IHC for CD5, CD10, CD23, BCL6 and cyclin D1 (plus CD20 or CD79a and CD3 to assess overall T- and B-cell numbers) usually distinguishes between these various small B-cell lymphomas (see Table 29.1). The ‘spaced out’ infiltrates of HCL are histologically distinctive and are rarely confused with other small cell subtypes of lymphoma; reticulin staining and IHC for TRAP and annexin A1 provide confirmation, if needed.

Infiltrates of large lymphoid cells require distinction from increased numbers of immature myelomonocytic cells, poorly differentiated plasma cell neoplasms and, rarely, metastatic solid cancers. Diffuse large B cell lymphoma occasionally arises primarily within BM160 and IHC is highly valuable in this context, as described earlier in this chapter in relation to DLBCL presenting at more usual sites.

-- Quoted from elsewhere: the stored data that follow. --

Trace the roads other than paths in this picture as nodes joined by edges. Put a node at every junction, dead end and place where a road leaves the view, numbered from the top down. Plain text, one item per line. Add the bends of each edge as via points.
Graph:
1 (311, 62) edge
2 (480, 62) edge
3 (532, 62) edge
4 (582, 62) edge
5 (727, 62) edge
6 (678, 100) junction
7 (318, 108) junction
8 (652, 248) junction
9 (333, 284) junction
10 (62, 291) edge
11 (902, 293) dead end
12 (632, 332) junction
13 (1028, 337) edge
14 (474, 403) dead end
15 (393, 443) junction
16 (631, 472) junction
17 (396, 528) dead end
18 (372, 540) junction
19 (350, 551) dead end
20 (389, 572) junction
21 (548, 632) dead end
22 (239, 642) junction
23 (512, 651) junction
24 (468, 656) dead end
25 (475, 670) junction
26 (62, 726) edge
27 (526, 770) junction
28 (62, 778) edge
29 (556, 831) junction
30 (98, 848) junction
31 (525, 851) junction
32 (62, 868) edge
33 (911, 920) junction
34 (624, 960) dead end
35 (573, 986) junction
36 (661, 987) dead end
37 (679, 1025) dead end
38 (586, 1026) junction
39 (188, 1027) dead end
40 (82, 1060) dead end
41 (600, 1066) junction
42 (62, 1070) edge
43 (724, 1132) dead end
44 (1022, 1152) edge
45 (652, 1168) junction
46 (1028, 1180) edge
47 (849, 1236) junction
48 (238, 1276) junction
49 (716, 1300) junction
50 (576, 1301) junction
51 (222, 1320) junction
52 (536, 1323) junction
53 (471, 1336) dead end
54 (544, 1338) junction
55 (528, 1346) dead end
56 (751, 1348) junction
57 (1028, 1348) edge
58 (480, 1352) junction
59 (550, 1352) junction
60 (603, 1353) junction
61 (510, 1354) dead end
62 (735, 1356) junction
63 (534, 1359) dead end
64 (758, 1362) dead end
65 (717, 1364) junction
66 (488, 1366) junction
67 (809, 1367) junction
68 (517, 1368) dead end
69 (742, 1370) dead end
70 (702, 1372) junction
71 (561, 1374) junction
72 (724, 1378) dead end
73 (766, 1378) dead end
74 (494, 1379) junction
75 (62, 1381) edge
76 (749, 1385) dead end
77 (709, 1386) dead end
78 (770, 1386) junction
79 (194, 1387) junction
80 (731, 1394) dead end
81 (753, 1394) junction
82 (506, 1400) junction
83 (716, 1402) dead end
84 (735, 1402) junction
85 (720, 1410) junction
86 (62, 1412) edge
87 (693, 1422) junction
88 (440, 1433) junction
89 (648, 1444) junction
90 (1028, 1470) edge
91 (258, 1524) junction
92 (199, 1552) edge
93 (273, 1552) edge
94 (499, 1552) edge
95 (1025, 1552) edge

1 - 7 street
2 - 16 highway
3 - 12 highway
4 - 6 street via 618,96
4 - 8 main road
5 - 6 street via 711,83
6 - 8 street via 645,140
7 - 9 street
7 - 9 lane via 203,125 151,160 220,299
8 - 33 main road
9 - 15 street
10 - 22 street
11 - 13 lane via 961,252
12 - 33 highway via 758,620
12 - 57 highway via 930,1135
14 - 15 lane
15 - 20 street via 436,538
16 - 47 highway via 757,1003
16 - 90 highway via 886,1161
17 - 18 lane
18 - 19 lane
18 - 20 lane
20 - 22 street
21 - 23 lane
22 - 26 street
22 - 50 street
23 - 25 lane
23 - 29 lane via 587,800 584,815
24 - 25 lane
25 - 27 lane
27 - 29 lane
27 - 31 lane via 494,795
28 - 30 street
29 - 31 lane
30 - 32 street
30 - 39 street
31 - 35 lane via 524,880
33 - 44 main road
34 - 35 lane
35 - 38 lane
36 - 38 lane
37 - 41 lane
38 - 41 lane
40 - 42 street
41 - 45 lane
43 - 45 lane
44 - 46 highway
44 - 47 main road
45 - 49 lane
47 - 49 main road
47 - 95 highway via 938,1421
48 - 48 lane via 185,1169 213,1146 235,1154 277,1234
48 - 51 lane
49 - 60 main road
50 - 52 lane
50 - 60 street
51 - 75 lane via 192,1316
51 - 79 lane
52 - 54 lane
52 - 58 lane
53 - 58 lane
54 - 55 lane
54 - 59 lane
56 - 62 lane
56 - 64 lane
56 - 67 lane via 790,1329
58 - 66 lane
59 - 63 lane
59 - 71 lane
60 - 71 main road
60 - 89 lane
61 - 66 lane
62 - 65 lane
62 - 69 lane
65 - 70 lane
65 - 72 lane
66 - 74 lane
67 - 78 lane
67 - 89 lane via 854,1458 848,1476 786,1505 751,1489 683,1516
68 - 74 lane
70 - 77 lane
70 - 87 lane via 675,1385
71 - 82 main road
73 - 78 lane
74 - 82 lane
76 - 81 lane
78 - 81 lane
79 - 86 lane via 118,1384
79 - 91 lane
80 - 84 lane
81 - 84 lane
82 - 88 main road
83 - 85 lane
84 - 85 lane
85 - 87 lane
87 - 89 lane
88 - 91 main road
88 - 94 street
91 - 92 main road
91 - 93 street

As at other sites, recognition and classification of peripheral T-cell lymphomas in the BM can be very difficult. A high index of suspicion and careful assessment of any clinical or laboratory findings suggesting T-cell lymphoma are important. Unexplained or disproportionate histologic features of myelodysplasia in this context should prompt a detailed search for lymphoma infiltrates, including IHC. BM infiltrates in T-cell lymphomas, other than those presenting as PB lymphocytoses, are generally randomly distributed and contain abundant reactive cells (macrophages, endothelium, fibroblasts, plasma cells, etc.) as well as neoplastic T-cells. Differential diagnosis from HL, T-cell/histiocyte-rich large B-cell NHL and polymorphous forms of PTLD necessitates IHC and sometimes also IGH and TCR clonality analyses by PCR, as described in the relevant sections above. Infiltrates of classical HL generally form obvious, macrophage-rich, fibrotic patches but characteristic HRS cells may be few and difficult to identify, even with imunohistochemistry. In the absence of other diagnostic tissue, the presence of such cells must be confirmed to establish a diagnosis of classical HL; this may involve examination of H&E- and CD30-stained sections from multiple levels. Subtyping should not be undertaken on the basis of BM histology as it is highly unreliable.